Post 2007, use ISBN 9780495018070.

The 12 products are:

9 x 1 = 9, 8 x 1 = 8, 4 x 1 = 4, 5 x 1 = 5, 1 x 1 = 1, 0 x 1 = 0

7 x 3 = 21, 0 x 3 = 0, 9 x 3 = 27, 0 x 3 = 0, 8 x 3 = 24, 7 x 3 = 21

The sum of the twelve products is 120.

The closest multiple to 120 is 120. That is, 120 + 0 = 120. after 58 is 60. Hence the check digit is 0.

Barcodes are pervasive and provide an efficient way of encapsulating important information about a product.

Think about your frustration level if a product is not available in your supermarket. Thanks to barcodes, an electronic trigger informs the supermarket to restock the item when it is in short supply.
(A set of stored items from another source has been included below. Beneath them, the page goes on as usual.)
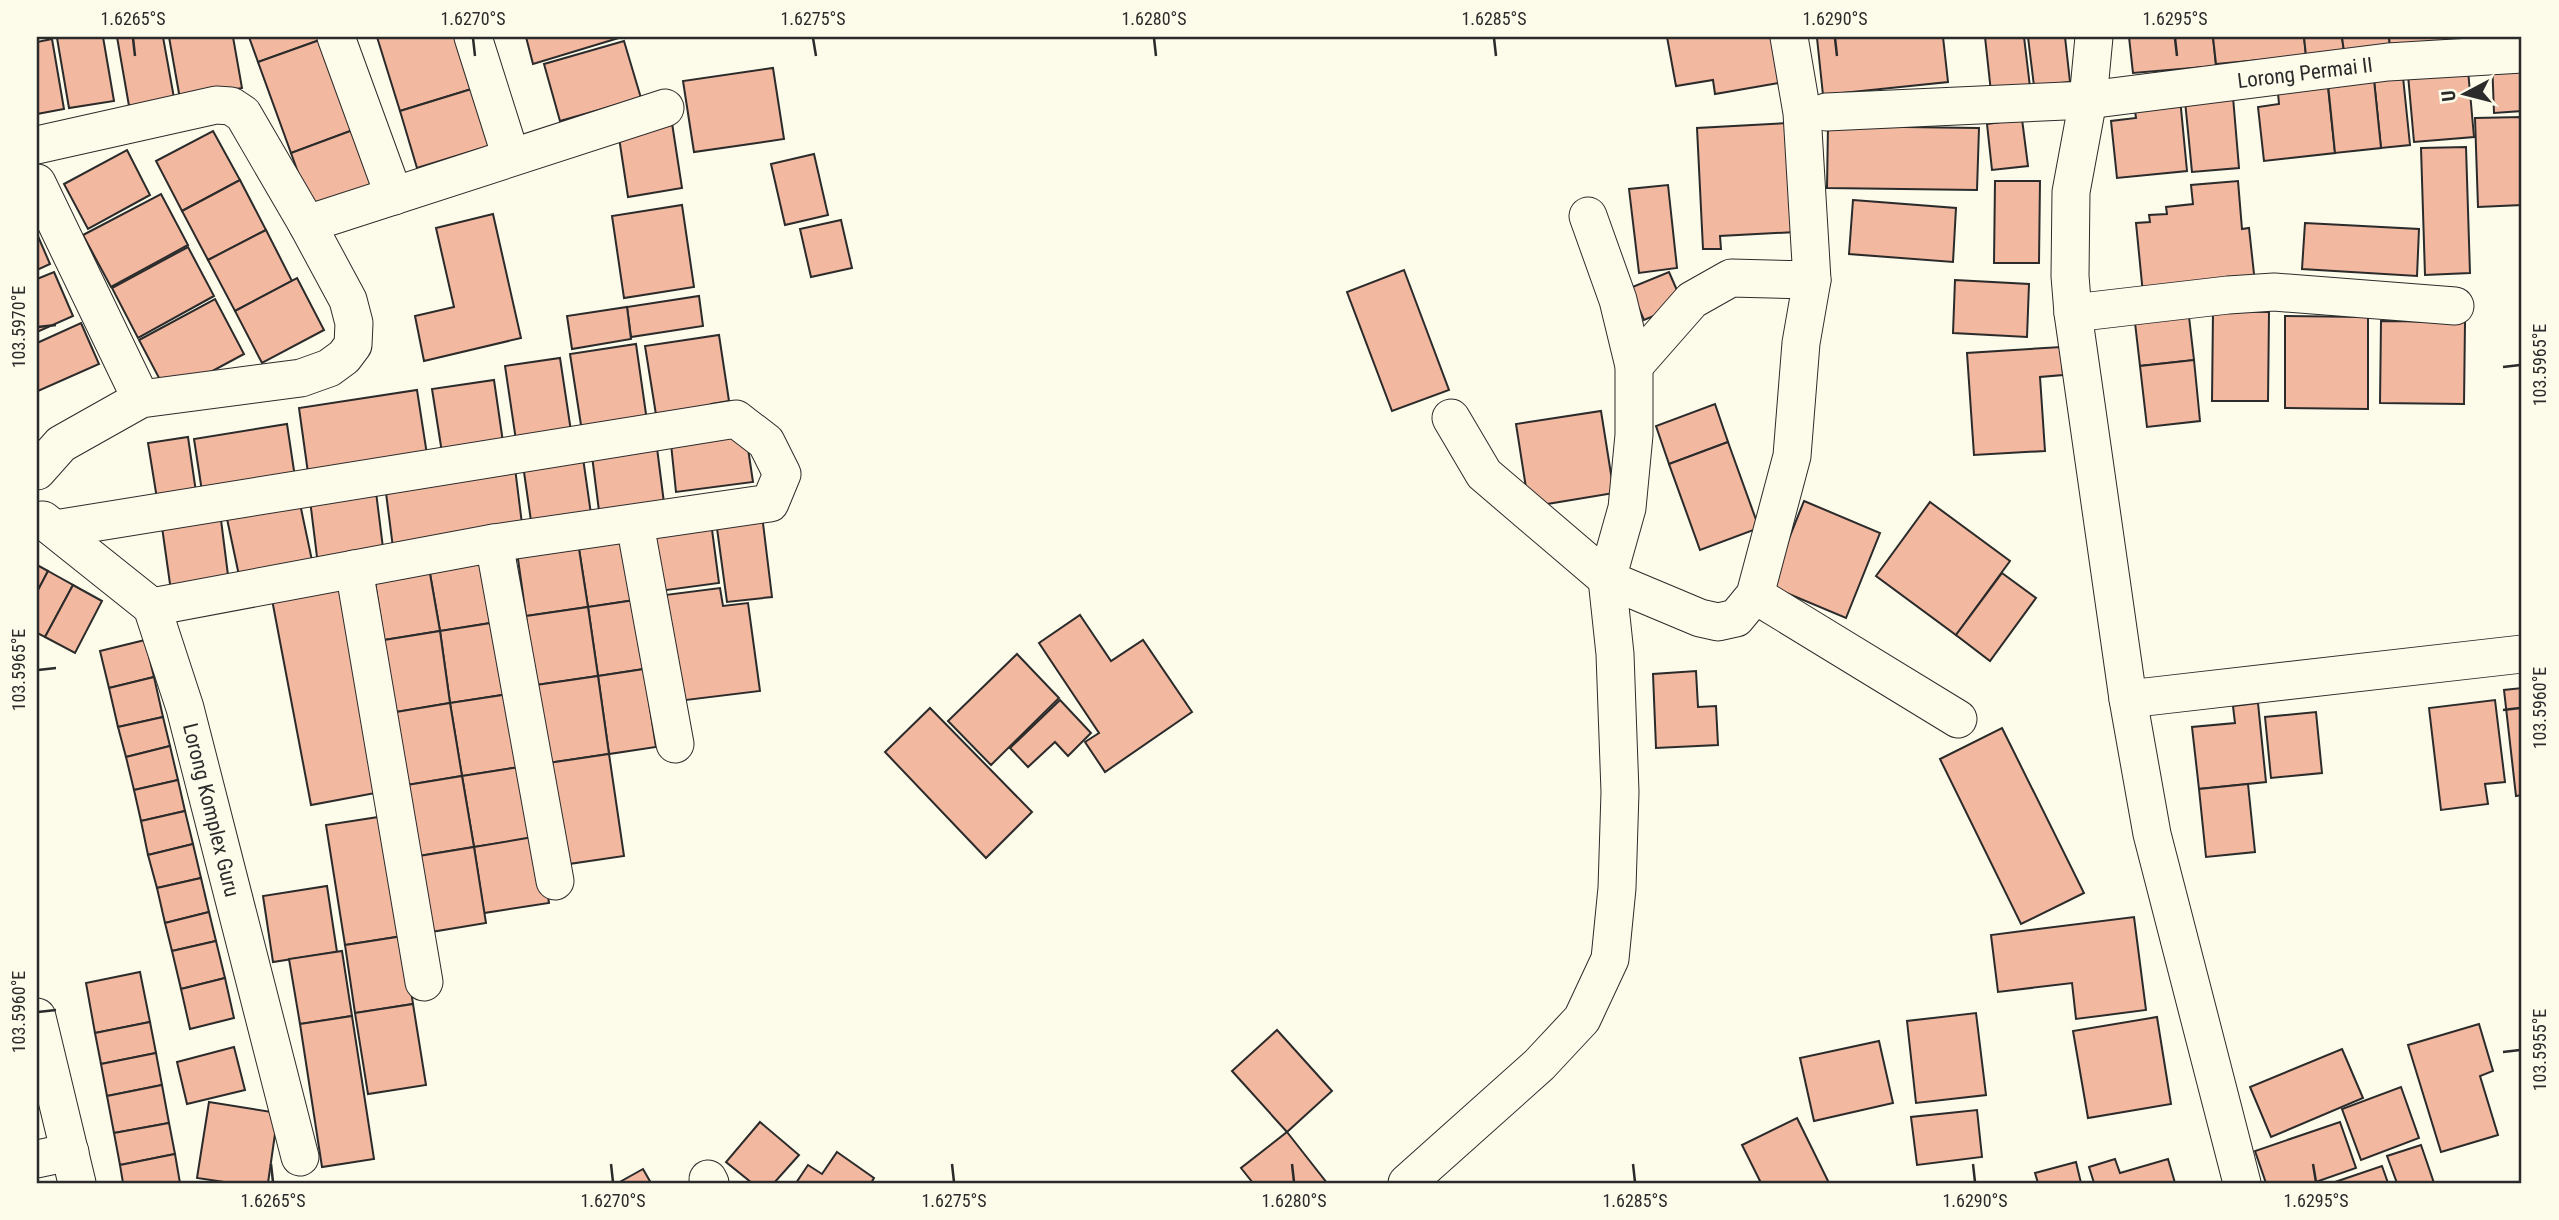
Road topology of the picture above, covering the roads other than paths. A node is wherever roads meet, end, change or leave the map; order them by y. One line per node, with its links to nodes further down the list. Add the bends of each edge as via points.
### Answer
1 (337, 37): 12 (street)
2 (473, 37): 10 (street)
3 (1789, 37): 15 (street, via 1802,113)
4 (2094, 37): 6 (street)
5 (2522, 54): 6 (street, Lorong Permai II, via 2388,62)
6 (2088, 100): 8 (street, Lorong Permai II); 17 (street, via 2071,204)
7 (665, 108): 10 (street)
8 (1826, 112)
9 (37, 145): 14 (street, via 216,105 231,106 243,114)
10 (511, 157): 12 (street)
11 (37, 183): 19 (street)
12 (394, 196): 14 (street)
13 (1588, 216): 18 (street, via 1618,300)
14 (307, 224): 19 (street, via 348,300 355,335 354,345 344,357 301,378)
15 (1812, 280): 18 (street, via 1731,278 1692,300); 27 (street, via 1801,343 1792,456)
16 (2455, 306): 17 (street, via 2274,292)
17 (2073, 313): 30 (street)
18 (1634, 366): 26 (street, via 1627,508)
19 (141, 399): 21 (street, via 61,444)
20 (1451, 418): 26 (street, via 1484,474)
21 (37, 471)
22 (46, 522): 23 (street, via 736,419 766,442 782,474 770,503); 28 (street)
23 (635, 524): 24 (street); 32 (street)
24 (494, 543): 25 (street); 33 (street)
25 (354, 569): 28 (street); 34 (street)
26 (1607, 579): 27 (street, via 1718,622 1736,618); 38 (street, via 1620,792 1610,959 1582,1019 1539,1065)
27 (1755, 595): 31 (street)
28 (152, 607): 36 (street, Lorong Komplex Guru, via 185,708)
29 (2522, 654): 30 (street)
30 (2128, 699): 39 (street, via 2152,834)
31 (1958, 719)
32 (675, 744)
33 (555, 881)
34 (424, 982)
35 (37, 1017): 37 (street)
36 (300, 1157)
37 (61, 1165)
38 (1407, 1183)
39 (2242, 1183)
Now see how you go with the short quiz.

Bibliography

1 For an extensive list of codes, see https://en.wikipedia.org/wiki/Barcode

2 For an extensive list of countries, see https://wholesgame.com/trade-info/ean-barcodes-country/

Barcode Short Quiz

For each question, choose the best answer. The answer key is below.

  1. If the country of origin in EAN-13 format can have up to 3 digits, what is the maximum number of codes possible?
    • 10
    • 30
    • 100
    • 1000
  2. In EAN-12, the number of different check digits that can arise is
    • 10
    • 11
    • 12
    • 100
  3. A check digit must be a single or digit. In EAN-12, why is X used when the check digit is 10?
    • 10 is not actually the check digit, so X is used
    • There is no space for two digits in one position, so the roman numeral for 10 is used
    • X is easier to write than 10
    • The check digit is at the end, and X is also almost at the end of the alphabet
  4. In EAN-13 with barcode 010203040506 has check digit
    • 1
    • 3
    • 5
    • 7
  5. For a book published in 1965 has ISBN 101230041* , the check digit is
    • 1
    • 2
    • 3
    • 4

Answer Key

  1. 1000
  2. 10
  3. There is no space for two digits in one position, so the roman numeral for 10 is used
  4. 7
  5. 2

Interpreting Your Score

If you got between 0 and 1 correct answer: You might like to review the article again.

If you got between 2 and 3 correct answers: Not a bad effort.

If you got 4 correct answers: Quite a good effort.

If you got 5 correct answers: An excellent display of your knowledge.